A few key points about the default dashboards:
The dashboards show all tables and indexes for all logical databases, because they cannot determine which tables or indexes are relevant and which are not. This may increase the complexity of graphs for large deployments.
Some metrics are gathered but not shown in the default dashboard to avoid making it too hard to follow. These cases are detailed later.
You can create new dashboards that include your preferred set of metrics and filter criteria to make them more useful to you. Copy the default dashboard to use as a template to make the process easier.
When you create new dashboards, do not start their names with “Aiven” because they may be removed or replaced. The "Aiven" prefix is used to identify system-managed dashboards. This also applies to the default dashboard, which you should edit directly because the changes will be lost at some point.
The default dashboard is split into multiple sections under two larger categories: Generic and PostgreSQL.
The dashboard includes quite a lot of metrics that are not specific to the type of service running on the node. These are mostly related to CPU, memory, disk, and network information.
This section shows a high-level overview of the service node health. Major issues with the service are often visible directly in this section.
Note: The figures for Business and Premium services are averages of all nodes that belong to the service. For some metrics, such as disk space, this typically does not matter, but loads are usually concentrated on the primary node (or in certain setups the standby nodes) and high values are dampened by the average. Node-specific values are shown in the system metrics section.

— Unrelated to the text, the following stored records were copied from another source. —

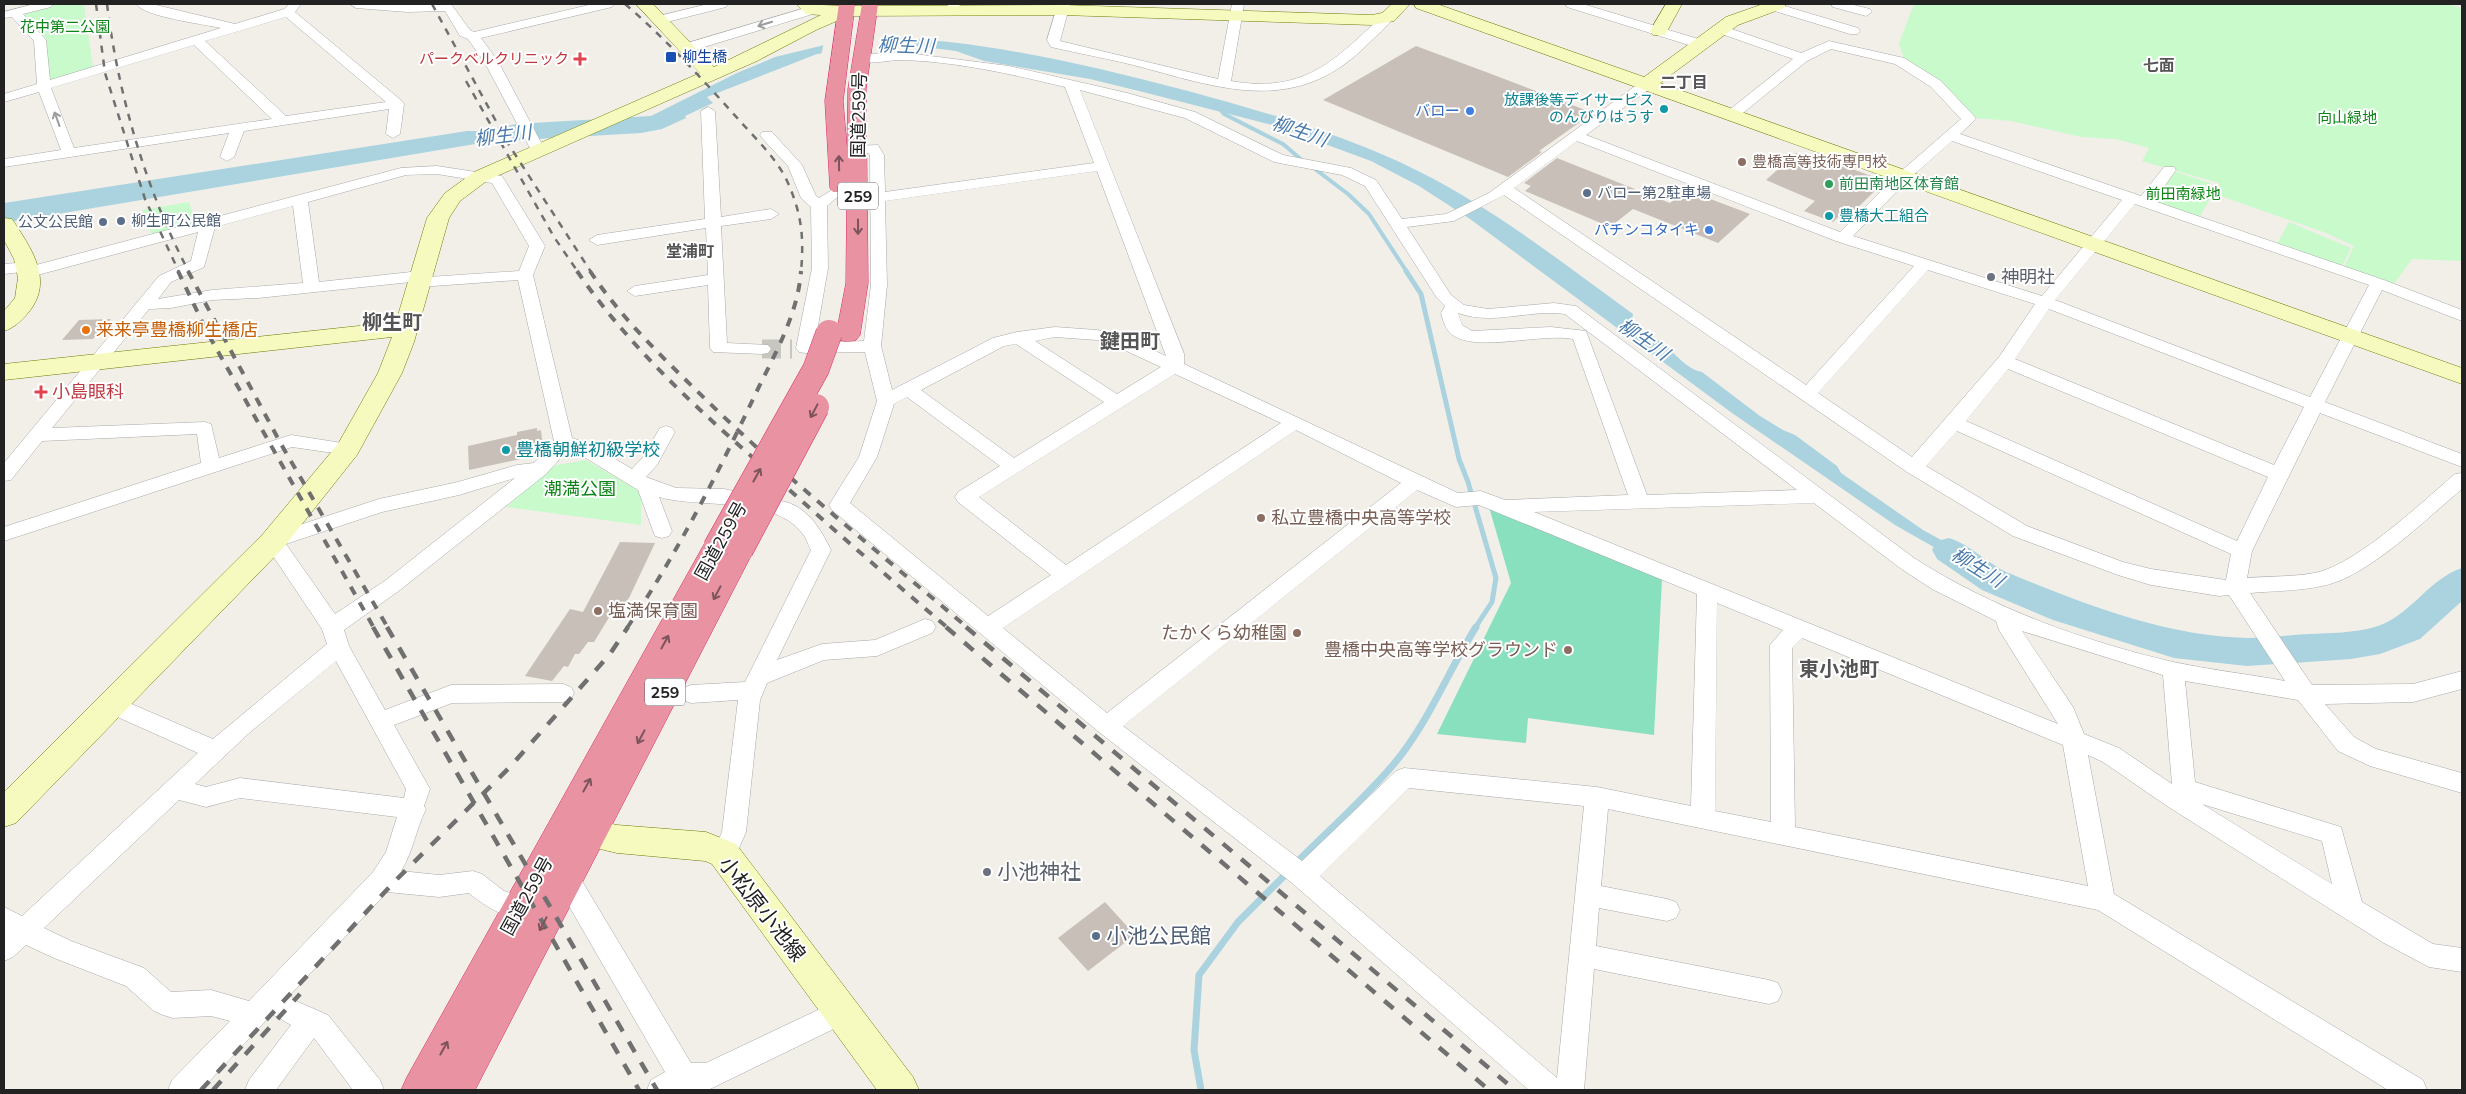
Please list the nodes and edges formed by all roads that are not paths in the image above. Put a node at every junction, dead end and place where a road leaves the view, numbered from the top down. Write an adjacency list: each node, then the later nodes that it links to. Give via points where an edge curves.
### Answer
1 (47, 4): 21 (street)
2 (142, 4): 24 (street)
3 (356, 4): 28 (street, via 449,7 465,33)
4 (608, 4): 28 (street)
5 (644, 4): 23 (street)
6 (722, 4): 23 (street)
7 (1402, 4): 22 (street)
8 (1422, 4): 35 (street)
9 (1571, 4): 26 (street)
10 (1674, 4): 26 (street)
11 (1837, 4): 20 (street)
12 (1775, 5): 25 (street, via 1732,21); 27 (street)
13 (955, 6): 16 (street); 17 (street)
14 (808, 7): 15 (street); 31 (street, one-way to 31)
15 (846, 7): 16 (street); 34 (street, via 751,57); 58 (highway, 国道259号 / 259, one-way to 15, via 834,101)
16 (869, 7): 32 (highway, 国道259号 / 259)
17 (1063, 7): 19 (street); 37 (street, via 1053,40 1056,44)
18 (292, 8): 24 (street); 40 (street)
19 (1237, 9): 22 (street, via 1372,20); 37 (street)
20 (1866, 12)
21 (9, 14): 38 (street, via 40,40)
22 (1388, 17): 37 (street, via 1337,64 1311,79 1291,86 1258,90)
23 (659, 20): 31 (street)
24 (234, 28): 29 (street)
25 (1720, 29): 30 (street); 33 (street)
26 (1659, 31): 30 (street)
27 (1854, 31)
28 (473, 36): 49 (street, via 492,63)
29 (196, 40): 38 (street); 43 (street)
30 (1700, 44): 35 (street)
31 (686, 48): 34 (street)
32 (862, 50): 36 (street, via 962,63); 50 (highway, 国道259号 / 259, via 857,89)
33 (1802, 58): 42 (street); 48 (street, via 1829,45 1899,61 1936,84 1969,119)
34 (711, 74): 49 (street, via 572,138)
35 (1647, 84): 42 (street); 47 (street)
36 (1071, 85): 54 (street); 68 (street, via 1127,96 1190,115 1279,159 1346,171 1371,183)
37 (1224, 85)
38 (44, 86): 39 (street); 51 (street, one-way to 38)
39 (4, 98)
40 (397, 104): 43 (street); 45 (street)
41 (708, 111): 65 (street)
42 (1733, 114): 57 (street)
43 (283, 121): 44 (street)
44 (238, 128): 51 (street); 52 (street)
45 (393, 134)
46 (767, 135): 63 (street, via 795,165 809,198)
47 (1576, 136): 59 (street); 69 (street)
48 (1951, 136): 57 (street); 62 (street)
49 (536, 145): 56 (street)
50 (858, 149): 60 (street, via 873,148 876,155); 87 (highway, 国道259号 / 259, one-way to 87, via 857,283)
51 (69, 153): 53 (street)
52 (227, 157)
53 (4, 163)
54 (1103, 166): 60 (street); 94 (street, via 1164,320 1176,354)
55 (2169, 170): 62 (street)
56 (480, 176): 61 (street, via 437,170 406,171); 75 (street, via 497,179 537,246); 76 (street, via 452,197 438,218)
57 (1904, 176): 69 (street); 71 (street)
58 (840, 189): 63 (street); 87 (highway, 国道259号 / 259)
59 (1497, 192): 68 (street, via 1449,218); 98 (street)
60 (878, 197): 90 (street, via 879,285)
61 (300, 199): 67 (street); 79 (street)
62 (2137, 201): 71 (street); 78 (street)
63 (819, 205): 90 (street, via 820,268 799,349)
64 (771, 214): 65 (street)
65 (714, 222): 70 (street); 77 (street)
66 (4, 224): 74 (street)
67 (208, 224): 74 (street); 82 (street, via 198,264 165,279)
68 (1396, 224): 83 (street)
69 (1842, 238): 72 (street)
70 (597, 240)
71 (2092, 244): 81 (street); 89 (street)
72 (1924, 264): 81 (street); 98 (street)
73 (4, 269): 74 (street)
74 (29, 269): 85 (street, via 26,297)
75 (525, 275): 76 (street); 106 (street)
76 (419, 279): 79 (street); 86 (street)
77 (716, 279): 80 (street); 91 (street, via 719,348)
78 (2378, 282): 84 (street); 89 (street)
79 (312, 286): 82 (street)
80 (635, 292)
81 (2046, 302): 92 (street); 101 (street)
82 (145, 304): 93 (street)
83 (1453, 306): 118 (street, via 1487,315 1541,307 1570,310); 119 (street, via 1449,314 1454,328 1462,334 1561,332 1580,335)
84 (2462, 316)
85 (4, 324)
86 (406, 328): 93 (street); 107 (street, via 390,373)
87 (838, 334): 151 (highway, 国道259号 / 259, bridge, via 833,374 728,549)
88 (1017, 337): 94 (street, via 1055,332 1097,335 1139,348); 97 (street, via 999,342); 100 (street)
89 (2352, 337): 96 (street); 101 (street)
90 (872, 346): 99 (street)
91 (762, 349)
92 (2005, 360): 103 (street); 113 (street)
93 (96, 363): 95 (street); 105 (street)
94 (1175, 366): 100 (street); 102 (street)
95 (4, 372)
96 (2462, 376)
97 (908, 389): 99 (street); 110 (street)
98 (1807, 395): 111 (street)
99 (886, 401): 131 (street, via 868,458 839,505)
100 (1116, 402): 110 (street)
101 (2316, 405): 108 (street); 113 (street)
102 (1295, 422): 116 (street); 125 (street)
103 (1954, 423): 111 (street); 124 (street)
104 (666, 432): 117 (street)
105 (37, 435): 109 (street, via 205,428); 114 (street)
106 (564, 442): 112 (street); 117 (street, via 583,448)
107 (348, 449): 109 (street, via 291,440); 123 (street)
108 (2462, 461)
109 (211, 466): 122 (street)
110 (1014, 467): 125 (street, via 965,497)
111 (1914, 467): 126 (street, via 2020,531 2091,560 2151,577 2219,588)
112 (539, 470): 123 (street, via 518,471 379,506); 132 (street, via 393,585)
113 (2279, 474): 124 (street)
114 (4, 475)
115 (2462, 479): 126 (street, via 2379,548 2332,575 2322,579)
116 (1415, 482): 120 (street, via 1456,500); 141 (street)
117 (640, 483): 121 (street); 135 (street, via 676,495 724,496 786,509 810,528 821,550 818,561)
118 (1817, 496): 119 (street); 128 (street, via 1939,584)
119 (1639, 500): 120 (street)
120 (1491, 502): 127 (street)
121 (662, 531)
122 (4, 534)
123 (273, 541): 132 (street); 139 (street)
124 (2242, 551): 126 (street)
125 (1066, 576): 131 (street)
126 (2235, 587): 136 (street)
127 (1707, 589): 130 (street); 150 (street)
128 (2008, 618): 133 (street); 142 (street, via 2006,624 2065,713)
129 (925, 627): 135 (street, via 877,648 822,652)
130 (1800, 627): 142 (street); 152 (street, via 1781,645)
131 (987, 628): 141 (street)
132 (335, 637): 140 (street); 143 (street)
133 (2172, 670): 136 (street); 146 (street)
134 (2462, 680): 136 (street, via 2413,693 2317,695)
135 (755, 684): 138 (street); 153 (street, via 749,700 734,832)
136 (2305, 692): 144 (street, via 2346,744 2370,757)
137 (563, 694): 140 (street, via 451,694)
138 (691, 694)
139 (112, 705): 143 (street); 149 (street)
140 (381, 721): 148 (street, via 418,789)
141 (1107, 726): 154 (street)
142 (2075, 741): 146 (street, via 2111,755); 158 (street)
143 (216, 750): 145 (street)
144 (2462, 784)
145 (173, 789): 148 (street, via 206,797 240,788); 162 (street)
146 (2185, 796): 160 (street); 160 (street, via 2332,834)
147 (1597, 797): 150 (street); 154 (street, via 1404,778); 157 (street)
148 (414, 810): 156 (street, via 397,856)
149 (4, 813)
150 (1703, 818): 152 (street)
151 (577, 831): 153 (street, 小松原小池線, via 706,847); 155 (highway, 国道259号 / 259); 159 (highway, 国道259号 / 259)
152 (1783, 835): 158 (street)
153 (724, 854): 168 (street, 小松原小池線)
154 (1295, 871): 177 (street)
155 (566, 879): 170 (street); 175 (highway, 国道259号 / 259, one-way to 175)
156 (382, 880): 159 (street, via 438,886 473,882 497,900); 167 (street)
157 (1588, 894): 161 (street); 164 (street)
158 (2103, 900): 179 (street)
159 (521, 907): 174 (highway, 国道259号 / 259, one-way to 159)
160 (2351, 909): 165 (street, via 2429,955)
161 (1667, 910)
162 (13, 925): 163 (street); 167 (street, via 63,950 135,977 163,1002 173,1005)
163 (4, 949)
164 (1583, 955): 166 (street); 178 (street)
165 (2462, 960)
166 (1770, 992)
167 (263, 1006): 169 (street, via 287,1010); 171 (street)
168 (841, 1012): 170 (street, via 707,1076); 176 (street, 小松原小池線)
169 (311, 1020): 172 (street); 173 (street, via 319,1024)
170 (678, 1086)
171 (182, 1090)
172 (259, 1090)
173 (370, 1090)
174 (420, 1090)
175 (455, 1090)
176 (900, 1090)
177 (1550, 1090)
178 (1570, 1090)
179 (2413, 1090)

Uptime: The time the service has been up and running.
Load average: The number of processes that would want to run.
Note: If this number is higher than the number of CPUs on the nodes, the service may be underprovisioned.
Memory available: Memory not allocated by running processes.
Disk free: Amount of unused disk space.
This section shows a more detailed listing of various generic (non-PostgreSQL) system-related metrics.
CPU: System, user, iowait, and interrupt request (IRQ) CPU usage. A high iowait means that the system is writing or reading too much data to or from disk.
Load average: The number of processes that would want to run.
Note: If this number is higher than the number of CPUs on the node, the service may be underprovisioned.
Memory available: The amount of memory not allocated by running processes.
Memory unused: The amount of memory not allocated by running processes or used for buffer caches.
Context switches: The number of switches from one process or thread to another.
Interrupts: The number of interrupts per second.
Processes: The number of processes that are actively doing something. Processes that are mostly idle are not included.
Disk free: The current amount of remaining disk space.
Tip: Actively monitor this value and associate it with an alert. The database will stop working correctly if it runs out of disk space.
Disk i/o: The number of bytes read and written per second on each of the nodes.
Data disk usage: The amount of disk space that is in use on the service's data disk.
CPU iowait: The percentage of CPU time spent waiting for the disk to become available for read and write operations. This number is also reported in the general CPU usage, but it is important enough to have its own graph.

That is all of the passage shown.